### Directions
What lines of the data below hold the string "Highway"? Copy each one out.

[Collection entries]
[Start of section]

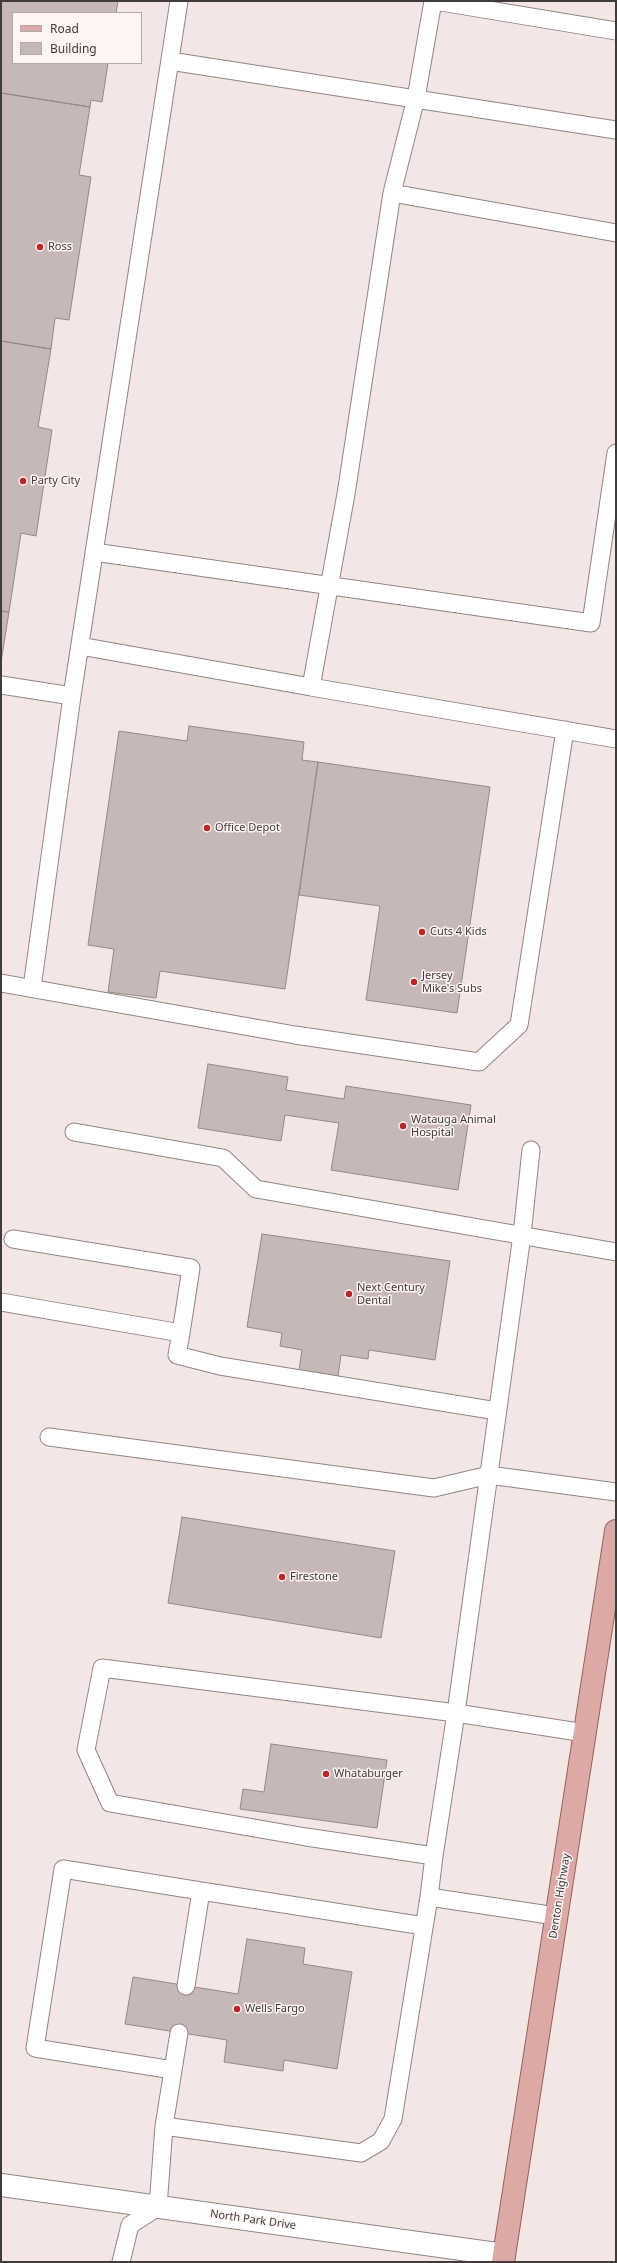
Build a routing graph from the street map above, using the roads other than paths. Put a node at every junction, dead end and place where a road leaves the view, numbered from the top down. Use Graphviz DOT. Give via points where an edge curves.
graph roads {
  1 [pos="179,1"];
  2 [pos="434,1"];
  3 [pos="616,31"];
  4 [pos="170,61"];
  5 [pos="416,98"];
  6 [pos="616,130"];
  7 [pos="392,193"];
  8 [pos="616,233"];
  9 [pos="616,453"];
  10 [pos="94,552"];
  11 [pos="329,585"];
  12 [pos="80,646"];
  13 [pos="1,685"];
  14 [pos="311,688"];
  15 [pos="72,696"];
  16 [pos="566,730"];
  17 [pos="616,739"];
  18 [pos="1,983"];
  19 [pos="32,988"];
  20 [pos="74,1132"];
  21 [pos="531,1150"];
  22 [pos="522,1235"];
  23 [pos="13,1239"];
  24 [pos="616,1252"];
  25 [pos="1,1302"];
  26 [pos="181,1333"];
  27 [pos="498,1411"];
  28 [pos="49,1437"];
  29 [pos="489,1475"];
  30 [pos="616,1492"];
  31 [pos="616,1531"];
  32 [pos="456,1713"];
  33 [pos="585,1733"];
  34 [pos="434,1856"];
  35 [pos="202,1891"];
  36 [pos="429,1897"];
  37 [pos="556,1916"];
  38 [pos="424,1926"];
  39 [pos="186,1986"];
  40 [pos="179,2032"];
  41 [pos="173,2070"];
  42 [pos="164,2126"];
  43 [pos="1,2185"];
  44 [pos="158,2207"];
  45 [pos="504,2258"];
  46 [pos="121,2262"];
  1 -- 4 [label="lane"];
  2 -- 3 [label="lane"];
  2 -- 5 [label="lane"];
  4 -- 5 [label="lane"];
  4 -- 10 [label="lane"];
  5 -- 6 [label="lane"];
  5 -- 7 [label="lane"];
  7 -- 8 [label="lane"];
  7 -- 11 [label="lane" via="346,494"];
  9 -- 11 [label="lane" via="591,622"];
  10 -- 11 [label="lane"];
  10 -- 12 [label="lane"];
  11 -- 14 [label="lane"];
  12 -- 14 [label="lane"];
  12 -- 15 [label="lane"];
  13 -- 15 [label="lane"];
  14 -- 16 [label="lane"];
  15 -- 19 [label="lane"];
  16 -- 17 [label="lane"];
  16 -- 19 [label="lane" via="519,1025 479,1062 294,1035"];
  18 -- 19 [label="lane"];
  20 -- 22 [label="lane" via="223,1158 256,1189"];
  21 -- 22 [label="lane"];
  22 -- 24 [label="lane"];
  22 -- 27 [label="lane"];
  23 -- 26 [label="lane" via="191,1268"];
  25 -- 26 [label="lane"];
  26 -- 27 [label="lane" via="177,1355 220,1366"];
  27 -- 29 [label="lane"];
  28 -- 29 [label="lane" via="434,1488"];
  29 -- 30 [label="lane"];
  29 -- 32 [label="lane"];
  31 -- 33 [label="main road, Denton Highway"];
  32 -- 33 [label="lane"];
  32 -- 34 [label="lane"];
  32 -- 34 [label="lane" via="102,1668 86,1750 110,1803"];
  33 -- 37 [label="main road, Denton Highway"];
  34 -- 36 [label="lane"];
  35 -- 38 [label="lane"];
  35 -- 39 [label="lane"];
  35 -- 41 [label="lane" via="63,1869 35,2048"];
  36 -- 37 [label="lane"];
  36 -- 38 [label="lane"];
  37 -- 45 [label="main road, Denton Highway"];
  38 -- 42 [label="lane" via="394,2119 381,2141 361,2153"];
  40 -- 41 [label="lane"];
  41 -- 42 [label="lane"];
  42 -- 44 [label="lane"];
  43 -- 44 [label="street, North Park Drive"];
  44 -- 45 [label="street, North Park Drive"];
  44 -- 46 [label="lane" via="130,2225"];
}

[End of section]

### Result
  31 -- 33 [label="main road, Denton Highway"];
  33 -- 37 [label="main road, Denton Highway"];
  37 -- 45 [label="main road, Denton Highway"];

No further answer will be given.